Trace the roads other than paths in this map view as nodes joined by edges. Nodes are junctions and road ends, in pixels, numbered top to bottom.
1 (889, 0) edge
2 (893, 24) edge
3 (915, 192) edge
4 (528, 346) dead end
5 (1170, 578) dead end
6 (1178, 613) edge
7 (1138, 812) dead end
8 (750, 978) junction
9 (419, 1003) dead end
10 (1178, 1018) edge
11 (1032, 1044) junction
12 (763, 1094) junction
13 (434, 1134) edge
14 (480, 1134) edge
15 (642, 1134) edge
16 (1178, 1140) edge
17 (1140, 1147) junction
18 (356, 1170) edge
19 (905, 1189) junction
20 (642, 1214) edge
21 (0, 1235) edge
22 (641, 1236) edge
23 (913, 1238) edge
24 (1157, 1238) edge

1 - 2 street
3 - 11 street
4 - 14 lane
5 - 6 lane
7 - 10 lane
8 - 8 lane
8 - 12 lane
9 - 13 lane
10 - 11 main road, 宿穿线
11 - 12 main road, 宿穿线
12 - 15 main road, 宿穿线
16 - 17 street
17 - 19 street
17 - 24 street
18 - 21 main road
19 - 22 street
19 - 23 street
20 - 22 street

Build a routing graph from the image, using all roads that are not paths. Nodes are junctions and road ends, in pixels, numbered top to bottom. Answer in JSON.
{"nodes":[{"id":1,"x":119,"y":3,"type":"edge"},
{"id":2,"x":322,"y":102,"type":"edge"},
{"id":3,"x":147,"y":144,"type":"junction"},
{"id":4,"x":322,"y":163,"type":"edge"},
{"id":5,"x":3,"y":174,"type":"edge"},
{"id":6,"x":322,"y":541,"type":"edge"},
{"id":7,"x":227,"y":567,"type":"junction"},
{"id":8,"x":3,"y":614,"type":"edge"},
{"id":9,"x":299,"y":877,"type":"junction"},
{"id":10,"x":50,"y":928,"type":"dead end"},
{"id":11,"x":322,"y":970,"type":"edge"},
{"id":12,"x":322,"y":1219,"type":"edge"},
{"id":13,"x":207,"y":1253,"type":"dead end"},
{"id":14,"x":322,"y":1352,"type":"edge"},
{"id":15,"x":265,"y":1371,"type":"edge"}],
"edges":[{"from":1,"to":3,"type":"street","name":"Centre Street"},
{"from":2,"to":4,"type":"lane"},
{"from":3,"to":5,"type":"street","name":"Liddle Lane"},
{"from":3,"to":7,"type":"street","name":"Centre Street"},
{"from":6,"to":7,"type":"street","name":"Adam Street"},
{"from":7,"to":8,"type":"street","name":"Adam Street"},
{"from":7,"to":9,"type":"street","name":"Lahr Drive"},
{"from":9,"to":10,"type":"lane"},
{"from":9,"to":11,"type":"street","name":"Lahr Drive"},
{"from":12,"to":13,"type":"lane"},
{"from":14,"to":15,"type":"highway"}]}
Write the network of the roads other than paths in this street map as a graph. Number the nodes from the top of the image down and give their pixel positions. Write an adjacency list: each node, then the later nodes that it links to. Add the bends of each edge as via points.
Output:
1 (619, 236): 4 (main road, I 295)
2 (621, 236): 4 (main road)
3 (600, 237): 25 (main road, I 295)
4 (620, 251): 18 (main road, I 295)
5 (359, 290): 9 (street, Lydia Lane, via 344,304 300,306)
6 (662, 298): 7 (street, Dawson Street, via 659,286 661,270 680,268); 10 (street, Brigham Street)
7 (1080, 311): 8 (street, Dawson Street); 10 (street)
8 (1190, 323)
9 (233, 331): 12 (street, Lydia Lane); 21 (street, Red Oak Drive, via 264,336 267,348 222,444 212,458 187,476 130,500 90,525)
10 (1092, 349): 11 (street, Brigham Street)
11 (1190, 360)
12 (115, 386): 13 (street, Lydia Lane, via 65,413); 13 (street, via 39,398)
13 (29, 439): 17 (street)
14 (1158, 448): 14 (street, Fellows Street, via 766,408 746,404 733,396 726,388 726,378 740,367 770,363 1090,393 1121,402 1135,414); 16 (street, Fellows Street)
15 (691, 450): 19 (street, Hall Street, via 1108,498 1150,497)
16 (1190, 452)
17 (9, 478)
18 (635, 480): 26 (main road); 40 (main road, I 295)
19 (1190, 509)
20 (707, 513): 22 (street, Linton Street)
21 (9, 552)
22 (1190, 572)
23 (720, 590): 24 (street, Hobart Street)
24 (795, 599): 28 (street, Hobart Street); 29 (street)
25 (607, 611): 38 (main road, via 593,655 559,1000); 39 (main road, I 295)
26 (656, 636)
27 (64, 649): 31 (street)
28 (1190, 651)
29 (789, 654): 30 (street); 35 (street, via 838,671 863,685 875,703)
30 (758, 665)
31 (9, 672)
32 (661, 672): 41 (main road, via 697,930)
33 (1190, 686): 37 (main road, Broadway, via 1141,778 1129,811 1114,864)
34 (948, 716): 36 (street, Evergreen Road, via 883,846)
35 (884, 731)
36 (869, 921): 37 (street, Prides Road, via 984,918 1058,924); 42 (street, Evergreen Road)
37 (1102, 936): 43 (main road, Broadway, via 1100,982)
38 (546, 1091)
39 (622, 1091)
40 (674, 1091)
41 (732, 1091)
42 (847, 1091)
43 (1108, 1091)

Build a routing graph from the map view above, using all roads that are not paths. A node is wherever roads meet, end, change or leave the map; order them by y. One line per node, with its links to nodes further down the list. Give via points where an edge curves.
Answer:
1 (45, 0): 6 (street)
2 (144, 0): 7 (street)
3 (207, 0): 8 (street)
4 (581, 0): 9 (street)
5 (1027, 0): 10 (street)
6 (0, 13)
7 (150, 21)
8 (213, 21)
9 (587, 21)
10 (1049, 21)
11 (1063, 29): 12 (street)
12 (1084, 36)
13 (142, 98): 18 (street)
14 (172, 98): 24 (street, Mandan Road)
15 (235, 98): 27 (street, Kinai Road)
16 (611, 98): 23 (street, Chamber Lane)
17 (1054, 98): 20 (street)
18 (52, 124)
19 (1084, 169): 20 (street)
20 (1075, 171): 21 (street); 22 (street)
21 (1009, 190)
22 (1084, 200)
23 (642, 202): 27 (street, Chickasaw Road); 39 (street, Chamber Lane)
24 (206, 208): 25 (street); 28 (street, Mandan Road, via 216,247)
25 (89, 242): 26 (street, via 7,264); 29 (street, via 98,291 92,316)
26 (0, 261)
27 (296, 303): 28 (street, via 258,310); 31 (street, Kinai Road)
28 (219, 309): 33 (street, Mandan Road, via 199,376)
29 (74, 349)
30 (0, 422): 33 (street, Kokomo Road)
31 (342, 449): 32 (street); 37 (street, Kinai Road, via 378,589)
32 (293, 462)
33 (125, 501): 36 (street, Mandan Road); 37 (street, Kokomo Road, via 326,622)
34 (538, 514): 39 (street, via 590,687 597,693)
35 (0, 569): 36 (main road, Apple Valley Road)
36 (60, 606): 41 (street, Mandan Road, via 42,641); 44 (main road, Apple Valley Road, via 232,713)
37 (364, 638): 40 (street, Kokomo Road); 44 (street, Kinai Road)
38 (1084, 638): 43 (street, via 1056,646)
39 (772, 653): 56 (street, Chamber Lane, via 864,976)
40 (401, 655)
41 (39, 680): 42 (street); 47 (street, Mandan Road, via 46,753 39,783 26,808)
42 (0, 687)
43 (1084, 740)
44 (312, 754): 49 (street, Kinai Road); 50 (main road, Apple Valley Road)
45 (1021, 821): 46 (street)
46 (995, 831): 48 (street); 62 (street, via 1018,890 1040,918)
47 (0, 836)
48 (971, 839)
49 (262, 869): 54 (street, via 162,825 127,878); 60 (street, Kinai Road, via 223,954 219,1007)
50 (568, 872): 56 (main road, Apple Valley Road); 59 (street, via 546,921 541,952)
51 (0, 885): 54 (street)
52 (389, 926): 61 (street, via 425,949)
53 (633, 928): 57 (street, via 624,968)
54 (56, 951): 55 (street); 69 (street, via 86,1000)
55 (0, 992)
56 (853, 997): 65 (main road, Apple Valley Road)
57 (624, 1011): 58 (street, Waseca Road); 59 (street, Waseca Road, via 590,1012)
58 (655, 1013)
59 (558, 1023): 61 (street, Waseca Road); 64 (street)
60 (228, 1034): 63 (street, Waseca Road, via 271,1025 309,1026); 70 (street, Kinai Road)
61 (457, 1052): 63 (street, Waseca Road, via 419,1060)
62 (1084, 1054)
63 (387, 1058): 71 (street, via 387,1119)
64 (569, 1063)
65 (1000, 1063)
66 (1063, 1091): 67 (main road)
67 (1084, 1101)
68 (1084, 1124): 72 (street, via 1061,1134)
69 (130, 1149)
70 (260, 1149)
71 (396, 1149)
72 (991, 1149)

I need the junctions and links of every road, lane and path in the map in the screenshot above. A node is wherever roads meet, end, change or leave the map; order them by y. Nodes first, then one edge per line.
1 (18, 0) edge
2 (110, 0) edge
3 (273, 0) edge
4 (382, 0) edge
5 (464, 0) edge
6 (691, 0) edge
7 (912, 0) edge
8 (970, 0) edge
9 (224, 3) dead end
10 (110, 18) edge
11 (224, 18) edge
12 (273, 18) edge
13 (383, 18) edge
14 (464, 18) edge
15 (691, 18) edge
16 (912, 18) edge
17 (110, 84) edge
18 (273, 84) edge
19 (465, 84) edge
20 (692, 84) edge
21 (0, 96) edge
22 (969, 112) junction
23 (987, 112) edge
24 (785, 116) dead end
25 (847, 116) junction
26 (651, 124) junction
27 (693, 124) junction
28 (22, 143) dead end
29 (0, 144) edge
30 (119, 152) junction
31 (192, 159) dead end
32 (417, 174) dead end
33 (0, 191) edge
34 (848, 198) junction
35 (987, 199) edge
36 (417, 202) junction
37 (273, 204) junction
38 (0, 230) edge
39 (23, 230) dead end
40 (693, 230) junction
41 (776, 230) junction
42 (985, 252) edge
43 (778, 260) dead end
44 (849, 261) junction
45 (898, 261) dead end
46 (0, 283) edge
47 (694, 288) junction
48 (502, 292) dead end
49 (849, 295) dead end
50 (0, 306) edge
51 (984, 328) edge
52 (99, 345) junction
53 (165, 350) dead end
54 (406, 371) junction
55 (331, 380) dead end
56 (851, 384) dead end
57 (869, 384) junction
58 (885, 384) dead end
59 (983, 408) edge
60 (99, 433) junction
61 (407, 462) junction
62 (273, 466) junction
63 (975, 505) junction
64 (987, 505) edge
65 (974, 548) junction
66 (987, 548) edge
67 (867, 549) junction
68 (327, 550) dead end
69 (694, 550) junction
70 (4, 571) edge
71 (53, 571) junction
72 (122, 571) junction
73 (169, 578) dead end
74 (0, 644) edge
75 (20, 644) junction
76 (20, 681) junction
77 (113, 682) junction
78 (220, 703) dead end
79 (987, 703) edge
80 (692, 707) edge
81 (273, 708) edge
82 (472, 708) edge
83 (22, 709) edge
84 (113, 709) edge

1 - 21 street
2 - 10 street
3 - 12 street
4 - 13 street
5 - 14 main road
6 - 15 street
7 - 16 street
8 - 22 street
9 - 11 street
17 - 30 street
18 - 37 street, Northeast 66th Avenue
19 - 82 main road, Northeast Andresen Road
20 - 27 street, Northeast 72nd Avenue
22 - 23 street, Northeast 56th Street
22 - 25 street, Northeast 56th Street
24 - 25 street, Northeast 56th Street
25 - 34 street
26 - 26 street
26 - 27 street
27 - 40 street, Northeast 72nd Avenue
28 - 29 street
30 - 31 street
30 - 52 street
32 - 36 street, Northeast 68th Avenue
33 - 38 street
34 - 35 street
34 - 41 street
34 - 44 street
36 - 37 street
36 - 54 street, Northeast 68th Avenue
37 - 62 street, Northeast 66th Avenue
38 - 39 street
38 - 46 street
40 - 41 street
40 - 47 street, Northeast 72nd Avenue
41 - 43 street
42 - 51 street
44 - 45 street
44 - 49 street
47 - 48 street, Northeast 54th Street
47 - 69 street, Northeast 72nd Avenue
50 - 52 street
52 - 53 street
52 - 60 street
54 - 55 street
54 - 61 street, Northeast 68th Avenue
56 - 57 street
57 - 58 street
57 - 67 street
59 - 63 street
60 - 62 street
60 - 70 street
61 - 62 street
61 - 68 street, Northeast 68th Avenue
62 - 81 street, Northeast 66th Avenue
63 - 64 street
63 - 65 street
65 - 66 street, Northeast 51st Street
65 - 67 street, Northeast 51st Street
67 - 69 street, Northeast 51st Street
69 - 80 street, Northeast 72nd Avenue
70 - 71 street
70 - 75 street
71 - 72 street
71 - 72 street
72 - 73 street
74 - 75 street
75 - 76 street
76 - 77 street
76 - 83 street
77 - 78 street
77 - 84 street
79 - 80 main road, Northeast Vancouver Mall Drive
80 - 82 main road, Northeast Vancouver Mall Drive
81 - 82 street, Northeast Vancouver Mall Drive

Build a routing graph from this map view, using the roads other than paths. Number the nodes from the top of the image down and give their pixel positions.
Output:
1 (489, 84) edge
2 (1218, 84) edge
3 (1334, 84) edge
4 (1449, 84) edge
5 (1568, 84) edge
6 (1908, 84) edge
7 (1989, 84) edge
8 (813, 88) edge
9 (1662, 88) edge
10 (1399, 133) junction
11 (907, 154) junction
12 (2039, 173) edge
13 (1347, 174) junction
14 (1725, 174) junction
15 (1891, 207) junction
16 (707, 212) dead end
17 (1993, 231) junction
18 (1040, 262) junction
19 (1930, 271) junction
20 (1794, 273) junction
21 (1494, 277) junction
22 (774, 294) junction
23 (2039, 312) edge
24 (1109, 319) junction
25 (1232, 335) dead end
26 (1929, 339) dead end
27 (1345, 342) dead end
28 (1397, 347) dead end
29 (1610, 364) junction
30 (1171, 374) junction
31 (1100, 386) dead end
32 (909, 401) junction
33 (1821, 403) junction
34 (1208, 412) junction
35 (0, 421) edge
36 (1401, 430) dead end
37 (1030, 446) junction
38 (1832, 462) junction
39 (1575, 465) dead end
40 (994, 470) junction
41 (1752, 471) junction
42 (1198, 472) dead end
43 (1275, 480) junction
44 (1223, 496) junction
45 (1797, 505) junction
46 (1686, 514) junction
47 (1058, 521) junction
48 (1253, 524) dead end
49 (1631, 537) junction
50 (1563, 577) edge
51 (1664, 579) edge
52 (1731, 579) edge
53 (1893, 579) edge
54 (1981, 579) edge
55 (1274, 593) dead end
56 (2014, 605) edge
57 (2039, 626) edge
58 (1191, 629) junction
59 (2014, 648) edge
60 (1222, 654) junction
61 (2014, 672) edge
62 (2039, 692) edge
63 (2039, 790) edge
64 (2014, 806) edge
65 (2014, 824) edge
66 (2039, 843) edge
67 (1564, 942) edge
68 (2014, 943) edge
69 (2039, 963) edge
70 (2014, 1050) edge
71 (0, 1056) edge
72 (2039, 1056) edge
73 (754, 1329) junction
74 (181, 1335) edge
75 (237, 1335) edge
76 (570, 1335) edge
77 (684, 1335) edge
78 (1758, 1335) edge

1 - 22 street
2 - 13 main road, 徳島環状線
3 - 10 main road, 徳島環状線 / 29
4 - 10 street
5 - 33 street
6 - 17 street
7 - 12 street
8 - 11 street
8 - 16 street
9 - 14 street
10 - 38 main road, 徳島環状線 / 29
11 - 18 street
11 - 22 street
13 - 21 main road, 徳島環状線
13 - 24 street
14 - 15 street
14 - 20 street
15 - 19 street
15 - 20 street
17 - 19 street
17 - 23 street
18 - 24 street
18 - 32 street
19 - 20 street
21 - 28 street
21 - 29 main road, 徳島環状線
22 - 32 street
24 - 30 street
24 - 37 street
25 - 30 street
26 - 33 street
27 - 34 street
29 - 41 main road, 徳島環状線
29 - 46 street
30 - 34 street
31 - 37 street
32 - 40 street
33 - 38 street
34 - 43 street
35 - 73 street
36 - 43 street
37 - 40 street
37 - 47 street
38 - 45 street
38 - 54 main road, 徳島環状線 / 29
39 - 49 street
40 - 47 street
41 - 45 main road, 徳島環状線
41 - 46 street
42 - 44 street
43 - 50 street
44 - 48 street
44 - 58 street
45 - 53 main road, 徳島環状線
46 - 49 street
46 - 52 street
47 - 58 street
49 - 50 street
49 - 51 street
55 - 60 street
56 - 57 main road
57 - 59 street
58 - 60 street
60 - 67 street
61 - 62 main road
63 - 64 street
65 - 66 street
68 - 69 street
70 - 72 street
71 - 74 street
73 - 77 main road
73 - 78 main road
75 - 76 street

◆ ◆ ◆ ◆ ◆

WHAT YOU HAVE TO DO.
Return all lines in the entries above that carry the word "Build".

WRITTEN RESPONSE.
Build a routing graph from the image, using all roads that are not paths. Nodes are junctions and road ends, in pixels, numbered top to bottom. Answer in JSON.
Build a routing graph from the map view above, using all roads that are not paths. A node is wherever roads meet, end, change or leave the map; order them by y. One line per node, with its links to nodes further down the list. Give via points where an edge curves.
Build a routing graph from this map view, using the roads other than paths. Number the nodes from the top of the image down and give their pixel positions.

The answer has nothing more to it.